BEIJING, July 3, 2006 – China has taken rapid action to eliminate key persistent organic pollutants (POPs) targeted for phaseout worldwide due to their impacts on human health and environment. In the last six month, China completed preparation of the first two POPs phaseout projects and secured for their implementation Global Environment Facility (GEF) grants of $32.7 million.
The first project, Polychlorinated Biphenyls (PCBs) Management and Disposal Demonstration Project, was approved by the World Bank Board of Executive Directors on December 15, 2005 as a pilot of innovative policy, institutional and disposal measures to eliminate PCBs in the Zhejiang Province. PCBs are broadly used in electrical equipment as dielectric fluid and caused widespread contamination of their storage sites. The project will demonstrate environmentally sound policies, and cost-effective approaches for safely disposing PCBs, PCB waste and decontaminating PCB sites. The total cost of the project will exceed $35 million, of which more than half is funded by the China, and $2.02 million is funded by Japan, Italy and the United States.
The second project, Demonstration of Alternatives to Chlordane and Mirex in Termite Control Project, was approved by the World Bank Board of Executive Directors on June 27, 2006 to eliminate the use of two highly toxic termiticides. The first project of its kind in the World Bank or GEF portfolio, it will assist China to phase out use of 15,000 kilograms (33,000 pounds) of chlordane and mirex, close their largest manufacturing facility, and adopt modern termite control methods based on integrated pest management (IPM). The project will cost $27.7 million approximately half of which will be funded by China.
The projects form the foundation of the China POPs program to implement the Stockholm Convention. "The contribution of these two innovative and pioneering projects to implementation of the Stockholm Convention in China cannot be overemphasized" said Helen Chan, the World Bank Coordinator for the POPs program in the East Asia and Pacific Region. "The projects break new ground in testing institutional approaches and demonstrating technologies. They will generate useful lessons for complete elimination of PCBs, chlordane and mirex not only in China but in all other Stockholm Convention countries facing similar challenges."

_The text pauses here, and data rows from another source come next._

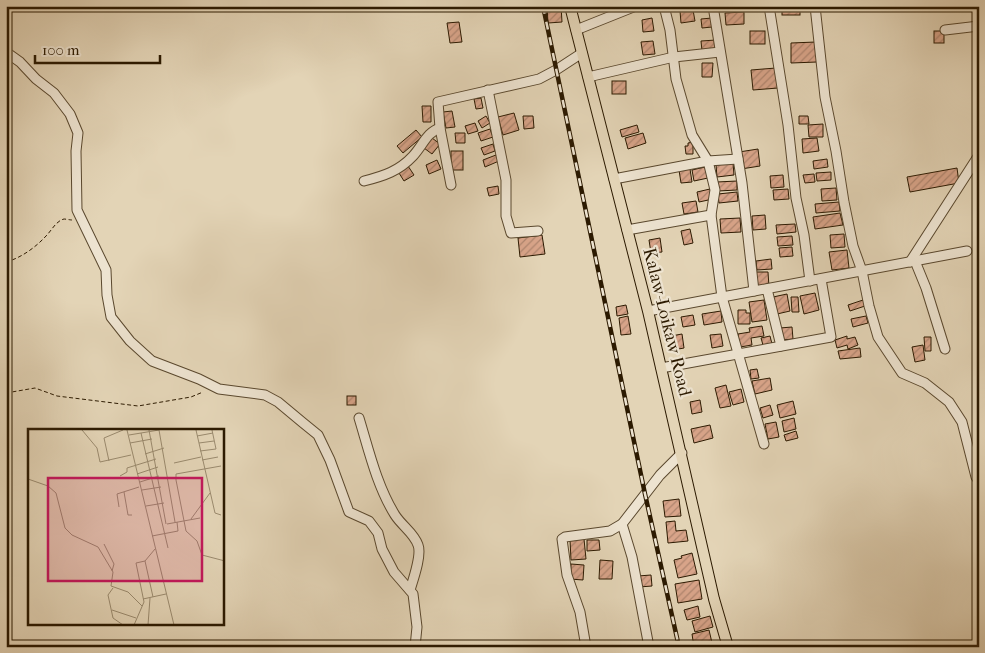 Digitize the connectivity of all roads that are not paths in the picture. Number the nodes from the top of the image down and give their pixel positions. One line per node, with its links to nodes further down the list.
1 (570, 6): 8 (main road, Kalaw-Loikaw Road)
2 (636, 6): 8 (street)
3 (664, 6): 13 (street)
4 (713, 6): 11 (street)
5 (769, 6): 30 (street)
6 (816, 6): 28 (street)
7 (979, 26): 9 (street)
8 (576, 30): 12 (main road, Kalaw-Loikaw Road)
9 (945, 30)
10 (6, 52): 44 (street)
11 (720, 52): 13 (street); 18 (street)
12 (582, 53): 14 (main road, Kalaw-Loikaw Road); 15 (street)
13 (674, 57): 14 (street); 19 (street)
14 (588, 77): 20 (main road, Kalaw-Loikaw Road)
15 (488, 90): 16 (street); 25 (street)
16 (440, 128): 21 (street); 22 (street)
17 (979, 155): 27 (street)
18 (738, 158): 19 (street); 32 (street)
19 (708, 161): 20 (street); 23 (street)
20 (614, 178): 24 (main road, Kalaw-Loikaw Road)
21 (364, 181)
22 (451, 185)
23 (711, 215): 24 (street); 33 (street)
24 (627, 230): 34 (main road, Kalaw-Loikaw Road)
25 (538, 231)
26 (967, 251): 27 (street)
27 (913, 262): 28 (street); 36 (street)
28 (862, 271): 29 (street); 42 (street)
29 (821, 279): 30 (street); 35 (street)
30 (810, 281): 31 (street)
31 (767, 289): 32 (street); 35 (street)
32 (754, 291): 33 (street)
33 (722, 297): 34 (street); 37 (street)
34 (648, 311): 38 (main road, Kalaw-Loikaw Road)
35 (781, 346): 37 (street)
36 (945, 348)
37 (738, 354): 38 (street); 40 (street)
38 (661, 368): 41 (main road, Kalaw-Loikaw Road)
39 (359, 418): 44 (street)
40 (764, 444)
41 (682, 453): 43 (street); 48 (main road, Kalaw-Loikaw Road)
42 (979, 481)
43 (622, 524): 46 (street); 47 (street)
44 (410, 590): 45 (street)
45 (415, 647)
46 (586, 647)
47 (649, 647)
48 (728, 647) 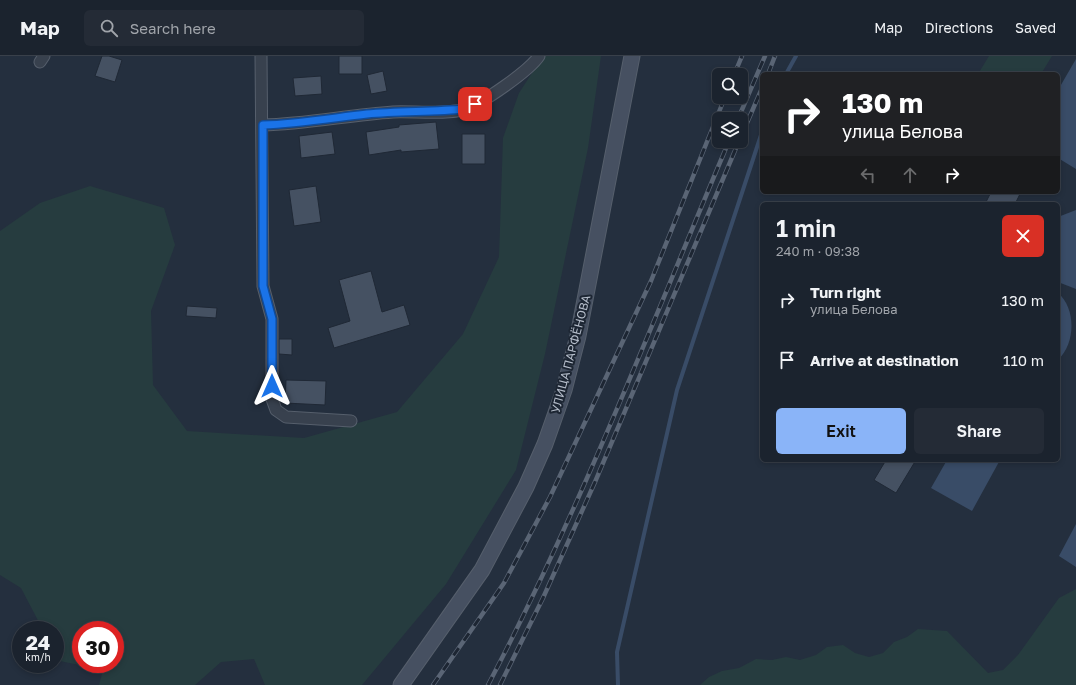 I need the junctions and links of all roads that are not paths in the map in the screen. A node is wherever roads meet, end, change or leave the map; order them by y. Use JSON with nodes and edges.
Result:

Both projects were prepared with significant bilateral support. Canada contributed approximately $1.0 million and Italy contributed €1.5 million as well as substantial technical expertise to advise the Chinese Government on project preparation.
In parallel with launching the two demonstration projects, China is finalizing a National Implementation Plan to phaseout all twelve POPs targeted for elimination under the Stockholm Convention. The Convention entered into force May 17, 2004, and has 151 signatory countries. GEF serves as the interim financing mechanism for the Convention.
POPs are a major environmental concern due to neurological damage, immune system disorders, cancer and a host of other health problems they cause. POPs persist in the environment for many years, travel long distances and accumulate in the food chain causing harm not only where they are produced and used, but globally. China's rapid steps towards their elimination demonstrate the Government's commitment to address this local and global environmental issue.